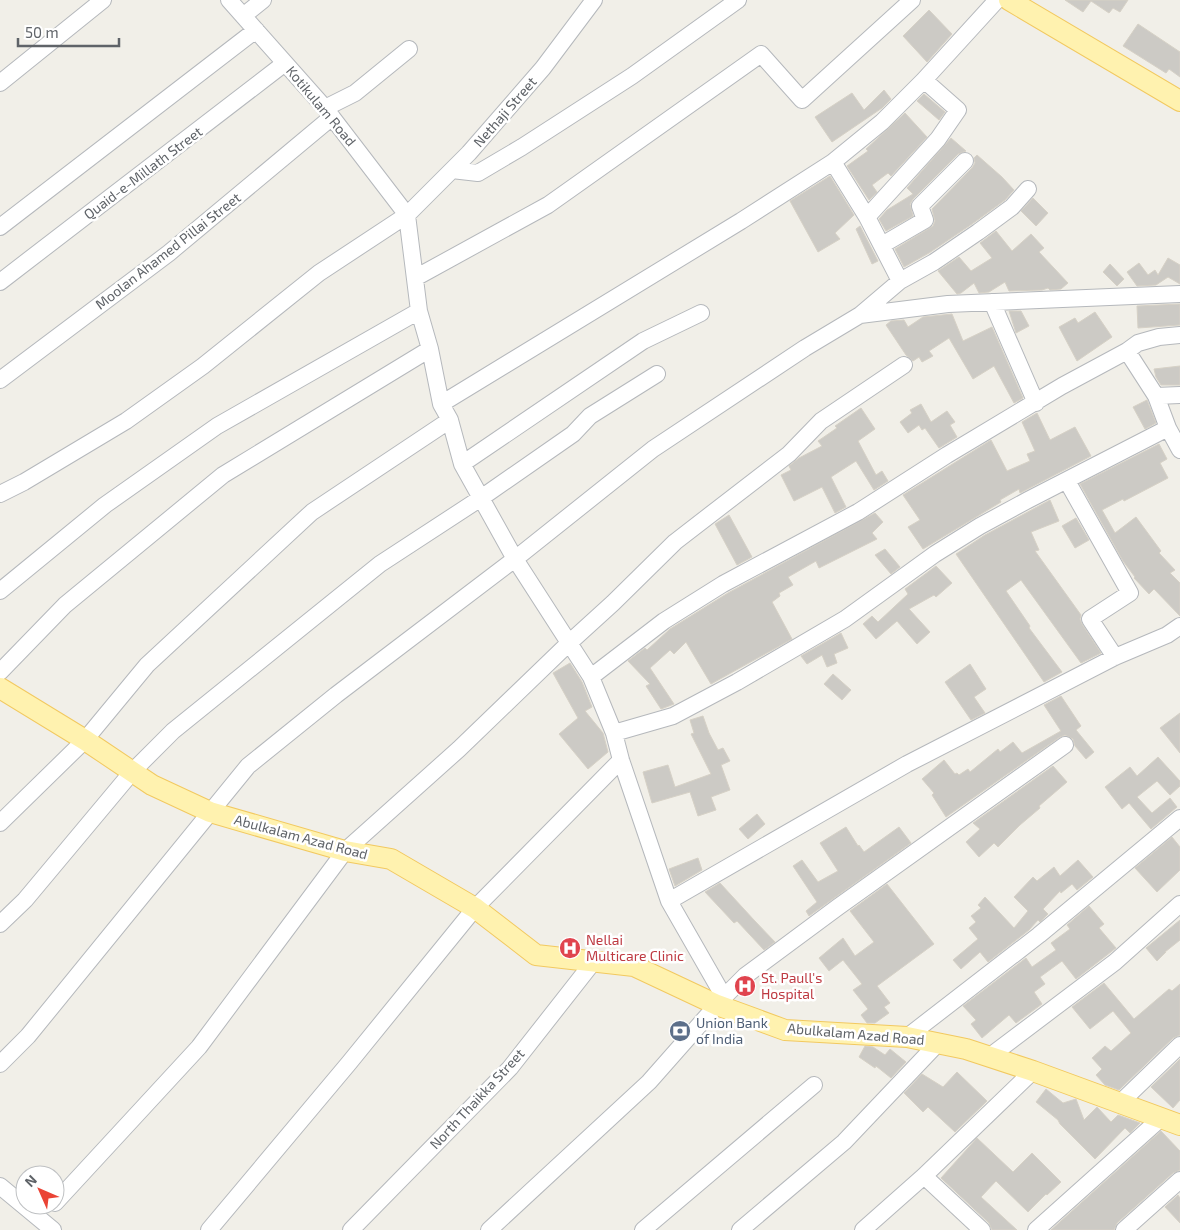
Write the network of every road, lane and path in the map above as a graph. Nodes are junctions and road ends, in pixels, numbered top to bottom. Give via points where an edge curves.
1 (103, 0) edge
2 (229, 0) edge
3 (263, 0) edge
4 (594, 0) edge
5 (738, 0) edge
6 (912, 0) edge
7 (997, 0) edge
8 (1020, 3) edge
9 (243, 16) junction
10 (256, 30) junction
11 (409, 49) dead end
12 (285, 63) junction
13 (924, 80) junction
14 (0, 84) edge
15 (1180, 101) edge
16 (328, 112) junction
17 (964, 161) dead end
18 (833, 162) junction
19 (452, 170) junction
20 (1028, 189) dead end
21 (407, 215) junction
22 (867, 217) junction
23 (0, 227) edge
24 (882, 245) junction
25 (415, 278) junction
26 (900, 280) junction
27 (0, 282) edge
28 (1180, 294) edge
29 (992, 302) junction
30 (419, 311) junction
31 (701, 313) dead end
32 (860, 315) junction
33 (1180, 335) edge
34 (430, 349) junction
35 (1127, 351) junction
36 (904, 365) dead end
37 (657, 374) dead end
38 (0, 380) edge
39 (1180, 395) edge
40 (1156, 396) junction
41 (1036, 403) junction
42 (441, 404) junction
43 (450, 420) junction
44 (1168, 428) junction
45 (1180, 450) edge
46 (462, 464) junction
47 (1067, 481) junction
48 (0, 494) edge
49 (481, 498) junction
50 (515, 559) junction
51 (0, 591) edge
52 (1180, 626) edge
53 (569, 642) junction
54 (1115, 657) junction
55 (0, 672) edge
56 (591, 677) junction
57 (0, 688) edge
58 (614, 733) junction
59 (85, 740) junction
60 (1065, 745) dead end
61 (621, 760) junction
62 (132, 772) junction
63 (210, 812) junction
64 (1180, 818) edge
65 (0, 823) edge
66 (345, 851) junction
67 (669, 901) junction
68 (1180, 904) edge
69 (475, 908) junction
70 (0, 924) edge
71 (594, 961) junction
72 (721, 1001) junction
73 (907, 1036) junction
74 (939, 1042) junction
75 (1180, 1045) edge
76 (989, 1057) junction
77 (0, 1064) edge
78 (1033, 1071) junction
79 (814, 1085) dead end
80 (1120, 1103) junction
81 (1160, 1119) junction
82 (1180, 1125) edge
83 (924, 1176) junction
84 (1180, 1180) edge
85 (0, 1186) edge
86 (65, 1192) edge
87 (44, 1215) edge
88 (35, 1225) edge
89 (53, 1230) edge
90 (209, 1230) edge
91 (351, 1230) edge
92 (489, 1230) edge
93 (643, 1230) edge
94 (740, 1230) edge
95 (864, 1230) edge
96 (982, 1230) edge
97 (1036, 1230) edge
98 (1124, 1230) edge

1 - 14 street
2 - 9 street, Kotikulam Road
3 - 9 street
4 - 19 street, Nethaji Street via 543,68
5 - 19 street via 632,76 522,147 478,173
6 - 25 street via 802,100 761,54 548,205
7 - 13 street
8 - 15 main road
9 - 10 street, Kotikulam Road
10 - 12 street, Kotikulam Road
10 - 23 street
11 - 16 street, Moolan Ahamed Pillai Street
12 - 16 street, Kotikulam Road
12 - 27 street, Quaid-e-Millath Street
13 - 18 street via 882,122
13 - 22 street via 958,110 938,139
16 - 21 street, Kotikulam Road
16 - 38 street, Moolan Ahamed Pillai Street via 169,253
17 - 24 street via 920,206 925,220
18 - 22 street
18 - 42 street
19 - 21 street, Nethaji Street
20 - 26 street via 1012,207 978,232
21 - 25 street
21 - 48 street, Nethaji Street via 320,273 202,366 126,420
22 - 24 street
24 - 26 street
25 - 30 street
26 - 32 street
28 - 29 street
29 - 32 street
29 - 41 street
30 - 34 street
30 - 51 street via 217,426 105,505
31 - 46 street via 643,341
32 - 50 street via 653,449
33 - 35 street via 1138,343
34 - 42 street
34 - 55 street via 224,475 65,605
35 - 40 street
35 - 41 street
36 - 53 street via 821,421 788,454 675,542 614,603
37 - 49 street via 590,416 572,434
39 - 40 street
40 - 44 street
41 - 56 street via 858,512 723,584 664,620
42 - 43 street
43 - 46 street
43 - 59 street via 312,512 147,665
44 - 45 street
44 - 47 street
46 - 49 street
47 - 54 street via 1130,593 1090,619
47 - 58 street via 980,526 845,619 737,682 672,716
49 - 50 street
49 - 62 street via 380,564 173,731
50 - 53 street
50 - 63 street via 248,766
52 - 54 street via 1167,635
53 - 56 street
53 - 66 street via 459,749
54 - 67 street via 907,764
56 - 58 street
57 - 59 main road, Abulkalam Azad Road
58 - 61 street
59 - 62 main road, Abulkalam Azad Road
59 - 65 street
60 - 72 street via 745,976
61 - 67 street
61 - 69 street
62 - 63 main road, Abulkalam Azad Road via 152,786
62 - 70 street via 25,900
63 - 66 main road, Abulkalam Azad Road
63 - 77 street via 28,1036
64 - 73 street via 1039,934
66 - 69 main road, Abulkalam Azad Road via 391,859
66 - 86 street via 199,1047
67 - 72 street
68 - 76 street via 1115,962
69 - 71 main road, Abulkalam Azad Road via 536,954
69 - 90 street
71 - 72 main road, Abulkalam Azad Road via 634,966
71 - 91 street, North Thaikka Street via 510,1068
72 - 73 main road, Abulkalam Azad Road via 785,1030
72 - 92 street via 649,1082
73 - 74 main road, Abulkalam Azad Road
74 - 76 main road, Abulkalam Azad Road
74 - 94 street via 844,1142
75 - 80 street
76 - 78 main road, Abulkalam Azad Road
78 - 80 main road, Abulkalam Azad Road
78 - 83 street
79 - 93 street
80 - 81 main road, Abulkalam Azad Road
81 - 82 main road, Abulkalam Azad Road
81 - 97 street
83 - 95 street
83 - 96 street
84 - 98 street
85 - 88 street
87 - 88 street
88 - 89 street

━━━━

▶ [What is being asked]: Determine how many lines in the records include the word "dead", and reply with that number alone.

▶ [Answer to this task]: 8